You also have fun veterans like Marshon Lattimore along with Cameron Jordan and Tyrann Mathieu, who know how to make good television and always deliver solid, on camera moments.

New Orleans also has the benefit of being a legitimate playoff contender since they play in the worst division in the NFL, the NFC South. Two of the teams in that division will be starting either a rookie or second year guy and other is starting Baker Mayfield. Which, honestly, will put a pretty bright spotlight on head coach Dennis Allen and all but guarantee he’ll be fired at the end of the season if they don’t make the playoffs. Of the three other teams on this list, Allen easily has the best chance of being loaded up in the nearest trebuchet after Week 18 and getting flung over the nearest castle wall.

4. WASHINGTON COMMANDERS

Last season: 8-8-1

Odds to win Super Bowl: +8000

Odds to win NFC: +2500

Odds to win NFC East: +1100

While I’ve placed the Commanders last on my potential Hard Knocks list, make no mistake, they are 100 percent in the mix if the league capitulates to the Johnson Family as well as Saleh and skip over the Jets this season. Why? Because, by the time the NFL Films’ cameras start rolling, Daniel Snyder will no longer own the team.

If Snyder was still there, with all the issues he’s caused in the league over the last decade, if not his entire tenure as Washington’s owner, there’s no way in hell they’d let the Hard Knocks cameras anywhere near a Commanders’ facility.

Thanks to Josh Harris and his group of investors, that includes one Earvin “Magic” Johnson, Washington will have new, and much less controversial ownership. Harris, Johnson and the crew have reportedly ponied up $6 billion for the franchise and, considering they’ll probably (and hopefully for their fanbase’s draft position next season) finish in last place in the NFC East, no one would be too perturbed by the presence of the Hard Knocks cameras.

Ron Rivera should be in no danger of getting fired, regardless of the record the team posts (and it will be bad) with its Subway Sandwich Artist-worthy quarterback room. Washington wants to lose, get the top overall pick and draft Caleb Williams out of USC unless some Joe Burrow type QB comes out of nowhere this upcoming college football campaign. Either way, the Commanders want the top pick and couldn’t care less about the “distraction” brought on by the NFL Films crew.

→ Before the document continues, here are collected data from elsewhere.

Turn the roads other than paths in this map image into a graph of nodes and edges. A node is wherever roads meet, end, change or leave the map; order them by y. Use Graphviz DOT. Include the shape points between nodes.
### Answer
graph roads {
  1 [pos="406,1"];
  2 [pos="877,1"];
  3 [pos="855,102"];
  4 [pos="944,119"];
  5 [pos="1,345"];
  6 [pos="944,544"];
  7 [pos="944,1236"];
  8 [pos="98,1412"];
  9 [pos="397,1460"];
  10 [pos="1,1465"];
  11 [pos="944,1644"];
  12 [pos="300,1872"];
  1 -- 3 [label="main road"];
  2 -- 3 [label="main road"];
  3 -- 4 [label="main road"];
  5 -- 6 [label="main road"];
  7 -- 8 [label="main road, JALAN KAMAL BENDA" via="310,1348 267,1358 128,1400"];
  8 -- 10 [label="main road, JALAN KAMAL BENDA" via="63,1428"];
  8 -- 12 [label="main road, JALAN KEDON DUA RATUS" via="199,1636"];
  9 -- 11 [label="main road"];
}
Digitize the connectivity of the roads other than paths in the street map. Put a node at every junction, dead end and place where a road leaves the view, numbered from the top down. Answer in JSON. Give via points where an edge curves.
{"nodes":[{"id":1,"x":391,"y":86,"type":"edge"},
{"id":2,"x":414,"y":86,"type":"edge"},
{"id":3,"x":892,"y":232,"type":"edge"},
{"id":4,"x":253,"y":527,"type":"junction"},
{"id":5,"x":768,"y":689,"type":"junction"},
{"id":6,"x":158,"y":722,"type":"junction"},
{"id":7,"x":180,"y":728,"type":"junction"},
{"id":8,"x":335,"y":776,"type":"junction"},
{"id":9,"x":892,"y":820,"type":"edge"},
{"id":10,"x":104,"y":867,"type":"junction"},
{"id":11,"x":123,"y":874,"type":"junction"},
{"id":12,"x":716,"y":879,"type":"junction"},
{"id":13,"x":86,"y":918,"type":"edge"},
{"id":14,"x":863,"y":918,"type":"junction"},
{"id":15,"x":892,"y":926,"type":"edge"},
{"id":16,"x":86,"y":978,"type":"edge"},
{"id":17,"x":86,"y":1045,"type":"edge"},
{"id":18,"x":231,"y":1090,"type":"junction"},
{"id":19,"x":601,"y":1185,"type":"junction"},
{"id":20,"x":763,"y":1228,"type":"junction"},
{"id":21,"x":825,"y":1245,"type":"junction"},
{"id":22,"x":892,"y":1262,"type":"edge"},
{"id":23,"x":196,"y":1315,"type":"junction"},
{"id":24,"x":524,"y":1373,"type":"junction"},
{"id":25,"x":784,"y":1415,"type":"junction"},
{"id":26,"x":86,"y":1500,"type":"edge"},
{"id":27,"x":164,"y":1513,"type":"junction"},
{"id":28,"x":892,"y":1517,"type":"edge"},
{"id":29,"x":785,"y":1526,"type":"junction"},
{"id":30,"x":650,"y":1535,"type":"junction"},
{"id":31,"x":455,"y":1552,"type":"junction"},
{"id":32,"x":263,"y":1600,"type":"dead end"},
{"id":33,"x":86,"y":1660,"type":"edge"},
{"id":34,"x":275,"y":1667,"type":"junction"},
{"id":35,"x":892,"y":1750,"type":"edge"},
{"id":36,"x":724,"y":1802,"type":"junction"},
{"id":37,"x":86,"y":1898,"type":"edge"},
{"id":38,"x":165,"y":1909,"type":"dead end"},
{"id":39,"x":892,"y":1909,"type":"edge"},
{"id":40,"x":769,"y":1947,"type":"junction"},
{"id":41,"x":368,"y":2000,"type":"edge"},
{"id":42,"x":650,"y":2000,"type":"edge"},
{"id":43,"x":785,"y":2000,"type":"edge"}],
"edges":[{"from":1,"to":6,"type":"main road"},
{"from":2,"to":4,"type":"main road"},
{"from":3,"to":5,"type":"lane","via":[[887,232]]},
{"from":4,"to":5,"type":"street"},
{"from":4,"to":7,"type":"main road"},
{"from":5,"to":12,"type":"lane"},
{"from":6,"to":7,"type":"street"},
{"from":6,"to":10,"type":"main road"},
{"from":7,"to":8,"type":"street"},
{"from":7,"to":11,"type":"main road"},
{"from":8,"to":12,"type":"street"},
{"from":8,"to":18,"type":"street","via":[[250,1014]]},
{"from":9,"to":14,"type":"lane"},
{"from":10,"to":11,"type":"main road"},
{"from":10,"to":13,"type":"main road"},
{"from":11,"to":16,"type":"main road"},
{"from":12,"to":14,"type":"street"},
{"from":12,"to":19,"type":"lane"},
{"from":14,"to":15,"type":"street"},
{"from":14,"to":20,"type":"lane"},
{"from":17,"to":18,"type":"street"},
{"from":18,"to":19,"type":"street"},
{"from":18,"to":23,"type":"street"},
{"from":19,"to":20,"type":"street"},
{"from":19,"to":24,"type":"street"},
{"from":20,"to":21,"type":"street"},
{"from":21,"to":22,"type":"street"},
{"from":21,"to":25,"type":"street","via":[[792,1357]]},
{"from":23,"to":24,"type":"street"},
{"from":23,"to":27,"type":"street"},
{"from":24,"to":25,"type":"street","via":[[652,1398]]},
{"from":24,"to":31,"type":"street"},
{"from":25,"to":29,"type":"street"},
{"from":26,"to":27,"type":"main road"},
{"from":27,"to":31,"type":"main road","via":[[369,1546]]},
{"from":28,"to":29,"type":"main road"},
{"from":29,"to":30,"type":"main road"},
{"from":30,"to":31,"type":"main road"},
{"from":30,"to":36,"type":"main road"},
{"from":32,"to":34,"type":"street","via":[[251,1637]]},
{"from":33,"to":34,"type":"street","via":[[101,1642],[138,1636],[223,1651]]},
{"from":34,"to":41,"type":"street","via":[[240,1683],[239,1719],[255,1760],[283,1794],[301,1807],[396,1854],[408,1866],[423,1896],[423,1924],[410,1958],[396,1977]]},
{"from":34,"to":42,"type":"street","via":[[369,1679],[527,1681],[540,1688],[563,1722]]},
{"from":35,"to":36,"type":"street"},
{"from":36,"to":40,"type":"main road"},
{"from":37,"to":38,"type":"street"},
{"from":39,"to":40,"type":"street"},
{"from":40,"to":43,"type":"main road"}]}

But, as a viewer, the Commanders would be boring as hell because they suck. There’s only so much they can feature Magic Johnson on the program. Terry McLaurin and Jahan Dotson might be future NFL stars, but you can’t base a show on them. Chase Young could still be a superstar if he can get and stay healthy, but the team appears ready to move on from him and didn’t pick up his fifth-year option. He could be traded at any time and certainly by the trade deadline.

The fact that Rivera got this team to an 8-8-1 record last season, with everything going on with Snyder outside the team (and the facilities falling apart), and the weaknesses on this roster was a “Coach of the Year” level performance. But, unless Hard Knocks wants to show a team doing their best to tank without looking as if they’re doing it on purpose, the Washington Commanders would be a pretty boring show.

So it’s the Jets, Hard Knocks. Let’s stop screwing around and make it happen.